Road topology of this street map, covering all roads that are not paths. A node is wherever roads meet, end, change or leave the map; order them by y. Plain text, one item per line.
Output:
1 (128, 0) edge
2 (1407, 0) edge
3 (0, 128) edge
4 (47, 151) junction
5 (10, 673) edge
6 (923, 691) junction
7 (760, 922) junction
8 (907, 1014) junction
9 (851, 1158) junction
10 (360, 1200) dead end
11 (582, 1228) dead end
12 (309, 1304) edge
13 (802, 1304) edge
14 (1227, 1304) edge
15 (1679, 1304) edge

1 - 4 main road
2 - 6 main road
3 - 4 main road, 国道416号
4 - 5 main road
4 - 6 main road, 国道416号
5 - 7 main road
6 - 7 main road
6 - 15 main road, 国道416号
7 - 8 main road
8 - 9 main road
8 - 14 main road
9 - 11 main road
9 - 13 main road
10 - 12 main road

# Work order
Transcribe the full listing above without leaving anything out.

# Solution to this problem
Road topology of this street map, covering all roads that are not paths. A node is wherever roads meet, end, change or leave the map; order them by y. Plain text, one item per line.
Output:
1 (128, 0) edge
2 (1407, 0) edge
3 (0, 128) edge
4 (47, 151) junction
5 (10, 673) edge
6 (923, 691) junction
7 (760, 922) junction
8 (907, 1014) junction
9 (851, 1158) junction
10 (360, 1200) dead end
11 (582, 1228) dead end
12 (309, 1304) edge
13 (802, 1304) edge
14 (1227, 1304) edge
15 (1679, 1304) edge

1 - 4 main road
2 - 6 main road
3 - 4 main road, 国道416号
4 - 5 main road
4 - 6 main road, 国道416号
5 - 7 main road
6 - 7 main road
6 - 15 main road, 国道416号
7 - 8 main road
8 - 9 main road
8 - 14 main road
9 - 11 main road
9 - 13 main road
10 - 12 main road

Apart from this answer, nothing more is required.